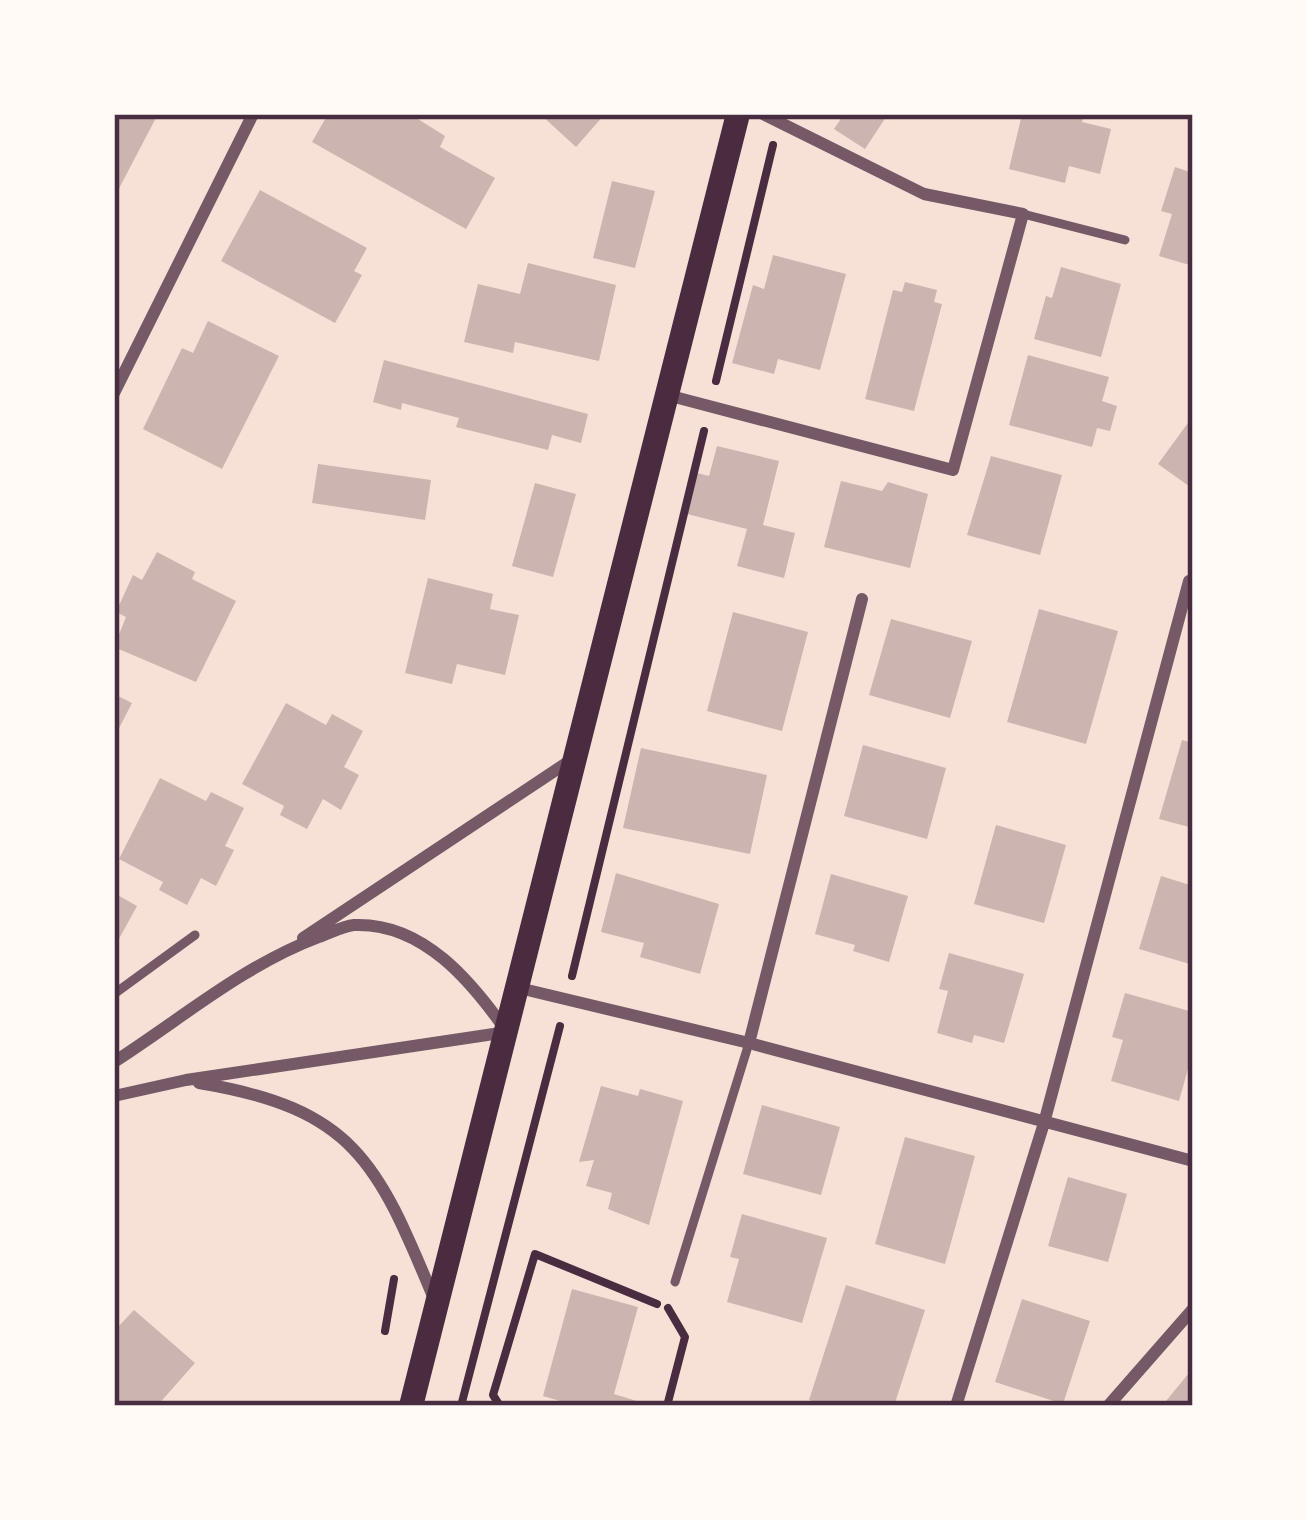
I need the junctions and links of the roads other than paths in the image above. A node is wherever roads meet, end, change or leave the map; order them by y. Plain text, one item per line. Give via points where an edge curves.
1 (253, 114) edge
2 (738, 114) edge
3 (763, 114) edge
4 (1023, 214) junction
5 (1125, 240) dead end
6 (114, 393) edge
7 (667, 395) junction
8 (1189, 581) dead end
9 (862, 599) dead end
10 (577, 756) junction
11 (195, 935) dead end
12 (287, 949) junction
13 (519, 988) junction
14 (114, 994) edge
15 (507, 1031) junction
16 (749, 1042) junction
17 (114, 1062) edge
18 (186, 1080) junction
19 (114, 1096) edge
20 (1044, 1124) junction
21 (1193, 1161) edge
22 (675, 1282) road end
23 (437, 1305) junction
24 (1193, 1309) edge
25 (411, 1406) edge
26 (956, 1406) edge
27 (1108, 1406) edge

1 - 6 street
2 - 7 main road
3 - 4 street via 924,194
4 - 5 lane
4 - 7 street via 953,470
7 - 10 main road
8 - 20 street
9 - 16 street
10 - 12 street
10 - 13 main road
11 - 14 lane
12 - 15 street via 353,925 422,943 477,989
12 - 17 street
13 - 15 main road
13 - 16 street
15 - 18 street
15 - 23 main road
16 - 20 street
16 - 22 lane
18 - 19 street
18 - 23 street via 256,1092 332,1129 370,1163
20 - 21 street
20 - 26 street
23 - 25 main road
24 - 27 street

====

Task ->
Repeat every record above exactly, except the pictures.

Result of this task ->
I need the junctions and links of the roads other than paths in the image above. A node is wherever roads meet, end, change or leave the map; order them by y. Plain text, one item per line. Give via points where an edge curves.
1 (253, 114) edge
2 (738, 114) edge
3 (763, 114) edge
4 (1023, 214) junction
5 (1125, 240) dead end
6 (114, 393) edge
7 (667, 395) junction
8 (1189, 581) dead end
9 (862, 599) dead end
10 (577, 756) junction
11 (195, 935) dead end
12 (287, 949) junction
13 (519, 988) junction
14 (114, 994) edge
15 (507, 1031) junction
16 (749, 1042) junction
17 (114, 1062) edge
18 (186, 1080) junction
19 (114, 1096) edge
20 (1044, 1124) junction
21 (1193, 1161) edge
22 (675, 1282) road end
23 (437, 1305) junction
24 (1193, 1309) edge
25 (411, 1406) edge
26 (956, 1406) edge
27 (1108, 1406) edge

1 - 6 street
2 - 7 main road
3 - 4 street via 924,194
4 - 5 lane
4 - 7 street via 953,470
7 - 10 main road
8 - 20 street
9 - 16 street
10 - 12 street
10 - 13 main road
11 - 14 lane
12 - 15 street via 353,925 422,943 477,989
12 - 17 street
13 - 15 main road
13 - 16 street
15 - 18 street
15 - 23 main road
16 - 20 street
16 - 22 lane
18 - 19 street
18 - 23 street via 256,1092 332,1129 370,1163
20 - 21 street
20 - 26 street
23 - 25 main road
24 - 27 street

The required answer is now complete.